You know, even as a moderate Republican, I like President Obama. I'm a free market kind of guy, so that means I respect the tsunami of public opinion that got our current president elected. I just wish/hope he remembers the free market power that got him elected. It's easy to worry about the socialization of heathcare, the liberal use of the term Czar, etc. I'm no expert in those areas, so I follow along the best I can.
Then I hear that the President is going to hold a "Jobs Summit" this week. The premise is simple enough - to figure out how to create jobs during a recession and recovery, where jobs growth always lags other recovery indicators. While the President has few (if any) levers at his control to actually control the creation of jobs, summits are what sitting presidents should do. Get together and talk, show you care, while the Adam Smith matrix works it out behind the scenes as we move in the years to come.
So, I'm always tolerant of our President holding summits and talking about what we can do collectively. Then I read what some of the people with access to the administration are pitching. That's when my teeth start to clench together.
Here's what the far left has to say Obama should push. From Thomas Kochan at the Huffington Post, whose day job is Professor of Management at MIT:
"A number of ideas for job creation have been proposed. Among them are a work sharing proposal that would provide unemployment benefits for reduced hours of work, an employer tax credit for creating new jobs, use of TARP funds to provide credit for small business, additional stimulus funds for local and state governments, and expanded investments in infrastructure and construction.
Getting wages moving again will require a new social contract between labor and business to replace the one that has been broken since the 1980s. The president should call on workers and their unions and associations to work in partnership with employers receiving taxpayer funds to build the high performance workplaces and work processes needed to generate high productivity and high service quality.
To do so, the president should announce his intention to work for speedy passage of a reframed and expanded Employee Free Choice Act, a labor law reform bill currently stalled in Congress. The reframing would state the objectives of the Act are both to restore workers' ability to join a union and gain access to collective bargaining and to transform labor management relations in ways that get wages once again growing in tandem with productivity and economic growth."

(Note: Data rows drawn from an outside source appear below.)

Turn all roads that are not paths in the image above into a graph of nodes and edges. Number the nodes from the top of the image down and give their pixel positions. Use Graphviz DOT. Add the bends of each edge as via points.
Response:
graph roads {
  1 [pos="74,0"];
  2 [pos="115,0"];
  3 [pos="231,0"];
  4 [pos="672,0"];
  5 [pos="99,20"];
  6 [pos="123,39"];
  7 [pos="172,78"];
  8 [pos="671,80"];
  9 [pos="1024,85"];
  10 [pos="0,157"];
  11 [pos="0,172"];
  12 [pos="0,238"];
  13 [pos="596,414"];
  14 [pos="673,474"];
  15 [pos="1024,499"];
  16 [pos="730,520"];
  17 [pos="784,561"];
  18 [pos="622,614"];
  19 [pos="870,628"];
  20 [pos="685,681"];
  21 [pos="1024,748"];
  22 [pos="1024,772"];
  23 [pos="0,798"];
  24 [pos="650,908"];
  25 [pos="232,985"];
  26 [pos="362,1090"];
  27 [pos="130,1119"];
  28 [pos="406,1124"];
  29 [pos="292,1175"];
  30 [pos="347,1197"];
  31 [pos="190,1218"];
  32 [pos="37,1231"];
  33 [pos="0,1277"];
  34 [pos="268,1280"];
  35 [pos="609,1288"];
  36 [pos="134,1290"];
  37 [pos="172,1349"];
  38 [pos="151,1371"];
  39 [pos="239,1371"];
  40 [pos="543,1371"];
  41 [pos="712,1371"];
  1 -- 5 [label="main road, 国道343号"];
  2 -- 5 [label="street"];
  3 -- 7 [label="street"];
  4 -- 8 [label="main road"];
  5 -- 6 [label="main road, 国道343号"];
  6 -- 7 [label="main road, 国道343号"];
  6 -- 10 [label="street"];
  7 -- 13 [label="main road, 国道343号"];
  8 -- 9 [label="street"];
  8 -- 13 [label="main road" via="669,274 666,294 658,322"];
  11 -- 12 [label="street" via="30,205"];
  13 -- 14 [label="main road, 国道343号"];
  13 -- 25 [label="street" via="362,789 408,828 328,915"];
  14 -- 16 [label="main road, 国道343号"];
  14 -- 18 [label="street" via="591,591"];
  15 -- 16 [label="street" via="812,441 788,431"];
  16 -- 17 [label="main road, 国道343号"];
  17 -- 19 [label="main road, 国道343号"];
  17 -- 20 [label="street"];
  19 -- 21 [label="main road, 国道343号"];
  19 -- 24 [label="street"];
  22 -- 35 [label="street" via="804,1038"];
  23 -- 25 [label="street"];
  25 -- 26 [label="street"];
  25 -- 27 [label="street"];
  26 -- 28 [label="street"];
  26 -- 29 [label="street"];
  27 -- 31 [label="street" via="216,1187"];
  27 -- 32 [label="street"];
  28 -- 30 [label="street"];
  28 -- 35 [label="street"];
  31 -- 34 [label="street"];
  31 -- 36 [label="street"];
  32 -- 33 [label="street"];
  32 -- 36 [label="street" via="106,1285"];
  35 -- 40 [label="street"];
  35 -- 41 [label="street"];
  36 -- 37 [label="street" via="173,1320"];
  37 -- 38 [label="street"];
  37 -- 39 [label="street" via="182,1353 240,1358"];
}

Damn. Couple of thoughts. First up, I'll give anyone the right to wonder, in economic times like the ones we're currently experiencing, if the government should double down on infrastructure projects and other levers that can create jobs. Of course, the deficit is there to keep everyone honest. Potential bankruptcy has a way of doing that with countries as well as households.
But job sharing? Are you kidding me? The way to create jobs is to hunker everyone down on the co-op and share jobs, limit hours and give everyone 1/2 of an apple? Really? That's the road to economic recovery?
And then there's unions. Kochan sees that as the way to get wages growing with GDP and build high performing workplaces. I'm at a loss for words. Then I remember that a lot of people in the president's ear think that kind of social design is probably a good idea.
Thanks for listening to me rant. Obama is our president, which means he's my president. I'd like him to succeed, and I think he's a smart guy. But if he mentions job sharing as a method of helping resolve high unemployment, I might have to start my own tea party. How many of Obama's top 100 people during the campaign were job sharing or members of unions?
That's your answer to the crazy talk, Mr. President. It's called competition, and regardless of where we find ourselves, it's the best medicine for a recovery.
2010 elections for a little balance, anyone? I'm always happiest when neither party has a huge numbers edge and moderates/independents hold the true power.


Not all unemployed workers belong to a Union. Why is it that since the Unions began to lose some of their power (plant closings and so forth) they now have a monopoly on the jobs created under the American Reinvestment and Recovery Act (the stimulus act). My husband is unemployed. He has a background in earthworks and ran heavy equipment for 20 years, but never joined a union. There's a job 15 miles from our house, but the contractor is only ALLOWED to hire union workers because it receives stimulus funds. Instead of hiring a locally unemployed worker, they have to hire someone who lives 5-6 hours away. It doesn't make sense.